**TASK STATEMENT**
The output should be all lines of the entries below in which the word "halo" occurs.

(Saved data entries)

━━━━━━━━

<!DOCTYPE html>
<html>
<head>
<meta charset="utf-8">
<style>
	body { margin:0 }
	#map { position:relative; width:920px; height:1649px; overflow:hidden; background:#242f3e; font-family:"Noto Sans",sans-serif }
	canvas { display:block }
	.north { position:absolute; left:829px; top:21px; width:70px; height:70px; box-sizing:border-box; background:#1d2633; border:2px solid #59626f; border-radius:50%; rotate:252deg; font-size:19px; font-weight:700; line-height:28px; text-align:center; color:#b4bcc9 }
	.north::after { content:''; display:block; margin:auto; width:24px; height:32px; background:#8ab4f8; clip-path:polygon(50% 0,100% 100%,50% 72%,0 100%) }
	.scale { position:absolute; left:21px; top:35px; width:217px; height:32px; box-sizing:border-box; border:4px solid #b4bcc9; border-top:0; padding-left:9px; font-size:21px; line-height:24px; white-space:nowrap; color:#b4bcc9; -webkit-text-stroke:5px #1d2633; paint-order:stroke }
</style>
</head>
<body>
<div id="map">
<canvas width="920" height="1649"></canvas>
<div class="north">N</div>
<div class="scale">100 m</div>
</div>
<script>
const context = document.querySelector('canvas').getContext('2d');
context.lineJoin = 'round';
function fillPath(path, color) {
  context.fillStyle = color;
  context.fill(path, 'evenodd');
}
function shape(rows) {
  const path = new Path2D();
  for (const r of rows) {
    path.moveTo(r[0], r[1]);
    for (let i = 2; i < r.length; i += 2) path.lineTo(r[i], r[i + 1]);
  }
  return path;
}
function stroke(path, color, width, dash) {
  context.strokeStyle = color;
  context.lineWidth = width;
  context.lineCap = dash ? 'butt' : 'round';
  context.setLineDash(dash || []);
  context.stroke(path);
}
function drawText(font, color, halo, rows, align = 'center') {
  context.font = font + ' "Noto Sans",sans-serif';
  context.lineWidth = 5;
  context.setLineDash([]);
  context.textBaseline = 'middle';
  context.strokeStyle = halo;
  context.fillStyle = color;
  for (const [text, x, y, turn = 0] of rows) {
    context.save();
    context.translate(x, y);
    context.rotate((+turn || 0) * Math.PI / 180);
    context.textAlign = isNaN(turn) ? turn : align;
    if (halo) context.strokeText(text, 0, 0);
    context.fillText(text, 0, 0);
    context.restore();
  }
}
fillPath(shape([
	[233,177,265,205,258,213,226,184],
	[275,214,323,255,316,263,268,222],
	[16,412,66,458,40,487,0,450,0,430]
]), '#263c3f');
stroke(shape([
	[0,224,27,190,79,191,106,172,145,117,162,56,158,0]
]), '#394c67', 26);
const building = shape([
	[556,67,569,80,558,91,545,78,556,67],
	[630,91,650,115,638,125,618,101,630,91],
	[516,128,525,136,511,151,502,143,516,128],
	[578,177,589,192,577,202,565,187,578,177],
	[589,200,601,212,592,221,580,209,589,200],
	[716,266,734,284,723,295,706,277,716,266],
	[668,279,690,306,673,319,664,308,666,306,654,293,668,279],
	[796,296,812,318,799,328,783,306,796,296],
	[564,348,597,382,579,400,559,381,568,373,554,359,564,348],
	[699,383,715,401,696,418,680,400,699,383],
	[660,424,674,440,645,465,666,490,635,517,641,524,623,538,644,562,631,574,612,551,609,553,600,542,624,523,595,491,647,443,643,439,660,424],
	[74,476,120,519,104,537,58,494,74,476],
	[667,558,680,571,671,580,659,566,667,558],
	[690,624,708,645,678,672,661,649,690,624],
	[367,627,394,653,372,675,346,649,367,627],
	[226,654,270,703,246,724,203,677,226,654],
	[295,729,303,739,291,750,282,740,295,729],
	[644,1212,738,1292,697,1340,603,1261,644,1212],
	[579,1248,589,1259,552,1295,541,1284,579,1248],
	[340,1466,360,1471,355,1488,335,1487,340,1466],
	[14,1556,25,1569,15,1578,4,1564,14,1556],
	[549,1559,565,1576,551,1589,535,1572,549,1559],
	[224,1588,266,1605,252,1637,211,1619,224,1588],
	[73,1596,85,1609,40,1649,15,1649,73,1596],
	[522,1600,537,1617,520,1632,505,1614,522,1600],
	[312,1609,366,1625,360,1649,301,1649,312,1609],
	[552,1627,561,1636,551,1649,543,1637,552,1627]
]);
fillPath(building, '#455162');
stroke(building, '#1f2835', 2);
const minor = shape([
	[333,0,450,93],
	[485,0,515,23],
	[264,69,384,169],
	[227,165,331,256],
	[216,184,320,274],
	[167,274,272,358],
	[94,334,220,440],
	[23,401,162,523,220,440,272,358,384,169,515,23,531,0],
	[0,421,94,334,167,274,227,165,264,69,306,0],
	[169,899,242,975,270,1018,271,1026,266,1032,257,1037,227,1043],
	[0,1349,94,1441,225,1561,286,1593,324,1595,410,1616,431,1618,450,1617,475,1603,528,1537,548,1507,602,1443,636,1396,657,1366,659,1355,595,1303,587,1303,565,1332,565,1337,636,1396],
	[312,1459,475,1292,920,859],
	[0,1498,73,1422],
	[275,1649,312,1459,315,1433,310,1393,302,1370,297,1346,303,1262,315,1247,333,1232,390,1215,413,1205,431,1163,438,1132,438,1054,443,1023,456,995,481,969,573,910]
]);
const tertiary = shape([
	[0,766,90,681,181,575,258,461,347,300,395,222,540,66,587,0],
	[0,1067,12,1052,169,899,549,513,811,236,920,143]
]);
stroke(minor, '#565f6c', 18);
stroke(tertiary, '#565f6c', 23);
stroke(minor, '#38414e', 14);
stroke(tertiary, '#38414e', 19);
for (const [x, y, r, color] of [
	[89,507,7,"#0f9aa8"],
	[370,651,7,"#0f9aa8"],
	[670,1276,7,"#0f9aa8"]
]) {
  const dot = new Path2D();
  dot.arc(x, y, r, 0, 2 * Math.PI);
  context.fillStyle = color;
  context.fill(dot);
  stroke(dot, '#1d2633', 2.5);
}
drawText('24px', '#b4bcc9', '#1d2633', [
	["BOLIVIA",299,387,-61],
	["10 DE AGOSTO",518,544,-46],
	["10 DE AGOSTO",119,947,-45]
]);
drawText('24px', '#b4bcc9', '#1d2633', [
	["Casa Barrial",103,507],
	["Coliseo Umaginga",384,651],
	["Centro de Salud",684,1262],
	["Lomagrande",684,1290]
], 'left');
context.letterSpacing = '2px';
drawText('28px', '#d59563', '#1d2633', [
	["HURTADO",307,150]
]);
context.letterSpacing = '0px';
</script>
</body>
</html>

━━━━━━━━

**ANSWER SPACE**
function drawText(font, color, halo, rows, align = 'center') {
  context.strokeStyle = halo;
    if (halo) context.strokeText(text, 0, 0);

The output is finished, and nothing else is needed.